Se alejó llorando hacia la cocina.

El doctor lanzó a Kazuo una mirada tranquilizadora y fue tras ella.

Kazuo trataba de apartar de su cabeza lo que acababa de oír.

No quería pensar en nada que no fuera su encuentro del día siguiente con Junko, pero a cada momento le asaltaba una misma idea: demasiadas estrellas fugaces.

Se encerró en su habitación y sacó el rollito de papel de la bolsa.

El cuarto haiku...

Y de pronto le asustó leerlo.

La mañana amaneció nublada. Junko estaba tan nerviosa como Kazuo. Se había despertado muy temprano; en realidad apenas había dormido pensando en su cita, deseando que sonase la campana del recreo para echar a correr hacia la loma. Antes de salir para la escuela se acercó a su madre. Estaba recortando las hojas muertas de una flor marchita para clavarla en un tiesto junto a un capullo cerrado, simbolizando la muerte y el renacer. Admiraba a su joven madre. Sabía todo lo que había pasado para sacarla adelante desde que su padre, movilizado en Manchuria, cayó en una emboscada sin llegar a conocerla. Sólo se habían tenido la una a la otra... hasta que apareció Kazuo.

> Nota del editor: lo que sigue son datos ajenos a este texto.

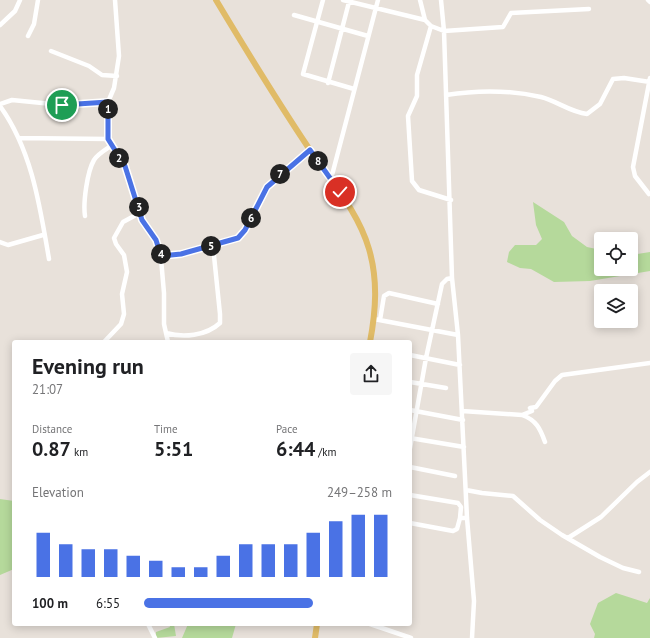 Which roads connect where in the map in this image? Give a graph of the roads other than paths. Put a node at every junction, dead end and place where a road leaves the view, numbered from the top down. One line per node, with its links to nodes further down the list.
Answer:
1 (20, 0): 18 (street)
2 (38, 0): 22 (street)
3 (115, 0): 25 (street)
4 (216, 0): 35 (main road)
5 (323, 0): 17 (street)
6 (343, 0): 11 (street)
7 (378, 0): 13 (street)
8 (420, 0): 16 (street)
9 (441, 0): 21 (street)
10 (648, 0): 12 (street)
11 (349, 2): 13 (street); 20 (street)
12 (650, 2)
13 (376, 9): 16 (street); 23 (street)
14 (590, 9): 21 (street)
15 (294, 15): 17 (street)
16 (425, 20): 19 (street)
17 (316, 22): 20 (street); 27 (street)
18 (0, 25)
19 (431, 26): 21 (street); 38 (street)
20 (342, 29): 23 (street); 27 (street)
21 (444, 31): 29 (street)
22 (28, 36)
23 (368, 36): 28 (street)
24 (51, 51): 25 (street)
25 (117, 76): 30 (street)
26 (650, 81): 29 (street); 37 (street)
27 (328, 82): 28 (street)
28 (354, 89): 36 (street)
29 (446, 95): 38 (street)
30 (108, 102): 31 (street); 33 (street)
31 (0, 105): 32 (street)
32 (19, 138): 33 (street); 41 (street)
33 (108, 139): 34 (street)
34 (111, 146): 39 (street); 40 (street)
35 (310, 150): 36 (main road); 43 (street)
36 (331, 179): 48 (main road)
37 (649, 194)
38 (451, 200): 46 (street)
39 (139, 208): 44 (street); 52 (street)
40 (85, 216)
41 (43, 235): 42 (street); 45 (street)
42 (0, 242)
43 (213, 246): 44 (street); 50 (street)
44 (161, 256): 50 (street)
45 (49, 260)
46 (452, 278): 47 (street); 51 (street)
47 (438, 304): 48 (street); 49 (street)
48 (377, 320): 49 (street); 54 (main road)
49 (432, 330): 51 (street); 56 (street)
50 (166, 333): 53 (street)
51 (458, 336): 58 (street)
52 (106, 340)
53 (168, 340)
54 (371, 340)
55 (412, 355): 56 (street)
56 (426, 358): 58 (street); 60 (street)
57 (650, 363): 65 (street)
58 (460, 365): 63 (street)
59 (412, 382): 60 (street)
60 (422, 384): 61 (street); 64 (street)
61 (446, 388)
62 (412, 411): 64 (street)
63 (462, 411): 65 (street); 66 (street)
64 (416, 412): 66 (street); 67 (street)
65 (522, 415): 69 (street)
66 (463, 420): 70 (street)
67 (412, 434)
68 (412, 439): 70 (street)
69 (545, 442)
70 (464, 447): 74 (street)
71 (412, 466): 73 (street)
72 (650, 472): 79 (street)
73 (455, 476)
74 (466, 490): 77 (street); 79 (street)
75 (412, 494): 76 (street)
76 (460, 518): 77 (street); 78 (street)
77 (467, 518): 87 (street)
78 (412, 523)
79 (568, 538): 80 (street)
80 (639, 572)
81 (149, 626): 84 (street)
82 (317, 626): 85 (main road)
83 (376, 626): 86 (street)
84 (155, 638)
85 (315, 638)
86 (411, 638)
87 (472, 638)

Junko quería pedirle algo, pero no sabía cómo hacerlo.

—¿Qué haces? —le preguntó su madre, notándola rara.

—Mirarte.

—Pues no me distraigas.

—¿Para quién es ese arreglo?

—Me lo ha encargado la esposa de un capitán. Quieren un ikebana para meditar —le contó mientras espolvoreaba unas semillas sobre la arena del tiesto.

—¿Por qué lo estás haciendo tan fino? Se les va a romper sólo de llevarlo hasta su casa.

—El espacio vacío es tan importante como la configuración del arreglo. Además, hija, la vida es cada día más efímera. Espero que el capitán se dé cuenta de eso cuando medite.

Junko caminó alrededor de la habitación. Pasó la mano sobre el papel de las paredes. Se detuvo en uno de los listones de pino y abrió la ventana para que entrase más luz.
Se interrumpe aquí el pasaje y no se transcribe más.